═════ Exercise data ═════
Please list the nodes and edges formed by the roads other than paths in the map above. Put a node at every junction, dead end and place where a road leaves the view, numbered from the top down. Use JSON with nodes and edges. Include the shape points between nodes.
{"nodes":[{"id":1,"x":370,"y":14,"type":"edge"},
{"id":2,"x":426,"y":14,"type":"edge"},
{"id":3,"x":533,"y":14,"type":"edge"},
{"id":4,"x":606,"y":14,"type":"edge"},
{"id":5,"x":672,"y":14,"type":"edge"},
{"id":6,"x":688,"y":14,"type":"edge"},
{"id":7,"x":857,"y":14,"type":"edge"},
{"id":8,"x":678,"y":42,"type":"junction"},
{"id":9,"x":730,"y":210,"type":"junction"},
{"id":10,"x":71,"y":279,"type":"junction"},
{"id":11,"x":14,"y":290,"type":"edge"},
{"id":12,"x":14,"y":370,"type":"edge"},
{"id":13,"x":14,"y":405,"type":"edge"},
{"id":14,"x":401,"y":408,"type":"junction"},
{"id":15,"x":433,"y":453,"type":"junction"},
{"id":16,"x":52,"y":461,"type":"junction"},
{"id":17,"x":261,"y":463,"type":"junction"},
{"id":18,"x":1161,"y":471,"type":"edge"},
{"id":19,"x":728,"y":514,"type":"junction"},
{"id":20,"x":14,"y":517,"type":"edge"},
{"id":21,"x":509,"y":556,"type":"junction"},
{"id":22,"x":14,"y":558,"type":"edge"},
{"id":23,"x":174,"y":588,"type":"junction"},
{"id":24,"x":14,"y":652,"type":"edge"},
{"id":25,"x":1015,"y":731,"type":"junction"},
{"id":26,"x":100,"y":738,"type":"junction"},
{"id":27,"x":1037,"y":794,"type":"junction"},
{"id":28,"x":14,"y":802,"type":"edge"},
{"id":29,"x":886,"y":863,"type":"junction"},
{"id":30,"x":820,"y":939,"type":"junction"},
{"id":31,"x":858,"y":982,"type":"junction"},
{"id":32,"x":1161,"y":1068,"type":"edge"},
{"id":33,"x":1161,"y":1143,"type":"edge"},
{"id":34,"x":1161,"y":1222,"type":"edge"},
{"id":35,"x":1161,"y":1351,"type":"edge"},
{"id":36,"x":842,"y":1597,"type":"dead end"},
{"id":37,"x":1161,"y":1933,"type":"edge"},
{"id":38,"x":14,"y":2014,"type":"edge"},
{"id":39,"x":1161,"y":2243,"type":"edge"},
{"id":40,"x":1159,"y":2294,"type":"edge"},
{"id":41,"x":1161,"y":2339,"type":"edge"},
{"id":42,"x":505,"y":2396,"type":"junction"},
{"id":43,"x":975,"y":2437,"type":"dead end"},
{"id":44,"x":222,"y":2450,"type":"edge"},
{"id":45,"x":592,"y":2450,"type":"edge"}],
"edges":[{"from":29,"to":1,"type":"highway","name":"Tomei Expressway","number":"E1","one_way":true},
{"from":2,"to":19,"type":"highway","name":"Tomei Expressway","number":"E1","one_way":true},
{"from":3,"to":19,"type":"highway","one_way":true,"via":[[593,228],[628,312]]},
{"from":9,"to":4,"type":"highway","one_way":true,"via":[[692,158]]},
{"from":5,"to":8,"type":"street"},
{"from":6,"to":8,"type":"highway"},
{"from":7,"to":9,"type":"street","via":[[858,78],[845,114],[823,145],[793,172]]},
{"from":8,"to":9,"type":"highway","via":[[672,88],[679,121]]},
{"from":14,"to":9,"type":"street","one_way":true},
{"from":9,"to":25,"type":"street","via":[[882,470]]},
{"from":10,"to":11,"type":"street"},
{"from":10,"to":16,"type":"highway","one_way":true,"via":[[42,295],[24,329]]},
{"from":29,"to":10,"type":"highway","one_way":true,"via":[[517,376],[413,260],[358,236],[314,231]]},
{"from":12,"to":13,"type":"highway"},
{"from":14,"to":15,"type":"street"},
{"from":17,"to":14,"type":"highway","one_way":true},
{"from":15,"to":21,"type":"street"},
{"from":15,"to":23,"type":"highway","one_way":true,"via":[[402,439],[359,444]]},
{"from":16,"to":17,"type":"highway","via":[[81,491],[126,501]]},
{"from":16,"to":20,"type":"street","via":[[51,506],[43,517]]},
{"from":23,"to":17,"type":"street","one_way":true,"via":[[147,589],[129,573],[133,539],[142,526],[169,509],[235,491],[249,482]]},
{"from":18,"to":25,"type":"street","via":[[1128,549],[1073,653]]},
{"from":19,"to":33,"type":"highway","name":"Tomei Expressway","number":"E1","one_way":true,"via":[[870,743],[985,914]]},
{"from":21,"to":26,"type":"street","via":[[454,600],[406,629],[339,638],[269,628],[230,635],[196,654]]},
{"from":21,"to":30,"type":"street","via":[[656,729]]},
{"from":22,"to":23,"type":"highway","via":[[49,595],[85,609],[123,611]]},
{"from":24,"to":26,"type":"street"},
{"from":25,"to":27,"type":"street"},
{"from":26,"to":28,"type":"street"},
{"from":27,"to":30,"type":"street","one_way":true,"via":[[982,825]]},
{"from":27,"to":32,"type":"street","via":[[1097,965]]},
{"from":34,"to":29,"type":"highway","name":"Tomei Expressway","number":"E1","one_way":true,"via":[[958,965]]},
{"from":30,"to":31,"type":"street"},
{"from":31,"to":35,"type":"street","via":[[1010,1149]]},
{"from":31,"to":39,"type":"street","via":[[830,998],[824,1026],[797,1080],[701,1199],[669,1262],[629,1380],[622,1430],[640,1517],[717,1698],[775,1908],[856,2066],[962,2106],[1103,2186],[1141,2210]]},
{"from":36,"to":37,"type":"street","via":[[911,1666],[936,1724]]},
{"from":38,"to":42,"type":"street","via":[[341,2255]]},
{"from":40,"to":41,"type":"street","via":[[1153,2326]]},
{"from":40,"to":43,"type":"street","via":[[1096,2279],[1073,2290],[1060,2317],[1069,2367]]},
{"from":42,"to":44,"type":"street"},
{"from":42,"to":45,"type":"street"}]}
═════
(Prompt) How many lines in the records above contain the word "Expressway"? Answer with the number only.

(Task output) 4